> **Work to be completed**: Omit every picture and write out the rest of the records exactly.
============================================================
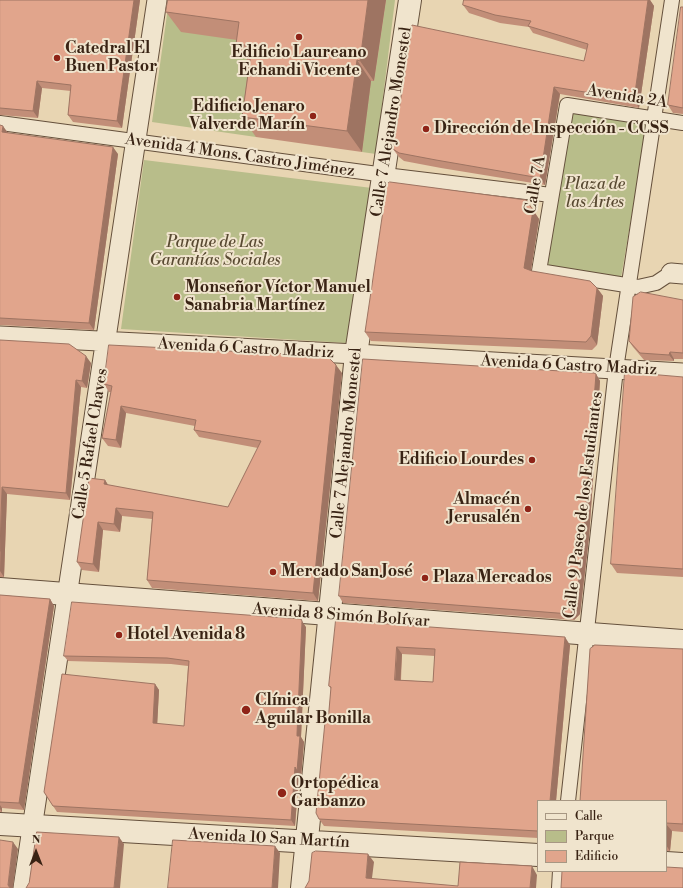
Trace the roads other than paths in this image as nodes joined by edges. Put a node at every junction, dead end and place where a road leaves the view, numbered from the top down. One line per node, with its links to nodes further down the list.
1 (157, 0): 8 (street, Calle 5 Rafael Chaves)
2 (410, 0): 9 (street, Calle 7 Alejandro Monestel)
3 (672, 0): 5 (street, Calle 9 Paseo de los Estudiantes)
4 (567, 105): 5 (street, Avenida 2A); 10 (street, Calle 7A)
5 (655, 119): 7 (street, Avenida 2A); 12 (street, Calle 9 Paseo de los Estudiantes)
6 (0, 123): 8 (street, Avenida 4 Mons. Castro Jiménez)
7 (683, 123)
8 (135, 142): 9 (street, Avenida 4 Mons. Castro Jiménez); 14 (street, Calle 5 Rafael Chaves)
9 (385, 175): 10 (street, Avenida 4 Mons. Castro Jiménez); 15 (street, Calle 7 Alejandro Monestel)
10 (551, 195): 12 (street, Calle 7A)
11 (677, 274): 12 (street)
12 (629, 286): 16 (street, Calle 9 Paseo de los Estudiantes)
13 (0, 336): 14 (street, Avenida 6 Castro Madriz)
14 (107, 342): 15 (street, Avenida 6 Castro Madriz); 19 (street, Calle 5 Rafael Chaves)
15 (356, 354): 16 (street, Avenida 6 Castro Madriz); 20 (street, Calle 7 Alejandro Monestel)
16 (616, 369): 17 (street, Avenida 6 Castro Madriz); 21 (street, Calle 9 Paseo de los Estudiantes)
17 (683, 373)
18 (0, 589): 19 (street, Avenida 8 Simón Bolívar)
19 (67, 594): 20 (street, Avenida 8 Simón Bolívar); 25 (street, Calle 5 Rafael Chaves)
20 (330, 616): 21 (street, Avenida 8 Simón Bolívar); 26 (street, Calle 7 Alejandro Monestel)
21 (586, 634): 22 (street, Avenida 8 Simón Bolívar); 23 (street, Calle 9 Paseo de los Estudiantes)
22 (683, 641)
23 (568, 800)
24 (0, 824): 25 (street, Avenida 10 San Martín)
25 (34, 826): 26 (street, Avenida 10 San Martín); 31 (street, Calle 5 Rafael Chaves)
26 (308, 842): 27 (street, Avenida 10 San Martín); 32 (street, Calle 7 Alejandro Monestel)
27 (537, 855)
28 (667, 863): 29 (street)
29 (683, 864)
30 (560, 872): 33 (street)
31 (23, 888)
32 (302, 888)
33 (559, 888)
============================================================
> **Finished task**:
Trace the roads other than paths in this image as nodes joined by edges. Put a node at every junction, dead end and place where a road leaves the view, numbered from the top down. One line per node, with its links to nodes further down the list.
1 (157, 0): 8 (street, Calle 5 Rafael Chaves)
2 (410, 0): 9 (street, Calle 7 Alejandro Monestel)
3 (672, 0): 5 (street, Calle 9 Paseo de los Estudiantes)
4 (567, 105): 5 (street, Avenida 2A); 10 (street, Calle 7A)
5 (655, 119): 7 (street, Avenida 2A); 12 (street, Calle 9 Paseo de los Estudiantes)
6 (0, 123): 8 (street, Avenida 4 Mons. Castro Jiménez)
7 (683, 123)
8 (135, 142): 9 (street, Avenida 4 Mons. Castro Jiménez); 14 (street, Calle 5 Rafael Chaves)
9 (385, 175): 10 (street, Avenida 4 Mons. Castro Jiménez); 15 (street, Calle 7 Alejandro Monestel)
10 (551, 195): 12 (street, Calle 7A)
11 (677, 274): 12 (street)
12 (629, 286): 16 (street, Calle 9 Paseo de los Estudiantes)
13 (0, 336): 14 (street, Avenida 6 Castro Madriz)
14 (107, 342): 15 (street, Avenida 6 Castro Madriz); 19 (street, Calle 5 Rafael Chaves)
15 (356, 354): 16 (street, Avenida 6 Castro Madriz); 20 (street, Calle 7 Alejandro Monestel)
16 (616, 369): 17 (street, Avenida 6 Castro Madriz); 21 (street, Calle 9 Paseo de los Estudiantes)
17 (683, 373)
18 (0, 589): 19 (street, Avenida 8 Simón Bolívar)
19 (67, 594): 20 (street, Avenida 8 Simón Bolívar); 25 (street, Calle 5 Rafael Chaves)
20 (330, 616): 21 (street, Avenida 8 Simón Bolívar); 26 (street, Calle 7 Alejandro Monestel)
21 (586, 634): 22 (street, Avenida 8 Simón Bolívar); 23 (street, Calle 9 Paseo de los Estudiantes)
22 (683, 641)
23 (568, 800)
24 (0, 824): 25 (street, Avenida 10 San Martín)
25 (34, 826): 26 (street, Avenida 10 San Martín); 31 (street, Calle 5 Rafael Chaves)
26 (308, 842): 27 (street, Avenida 10 San Martín); 32 (street, Calle 7 Alejandro Monestel)
27 (537, 855)
28 (667, 863): 29 (street)
29 (683, 864)
30 (560, 872): 33 (street)
31 (23, 888)
32 (302, 888)
33 (559, 888)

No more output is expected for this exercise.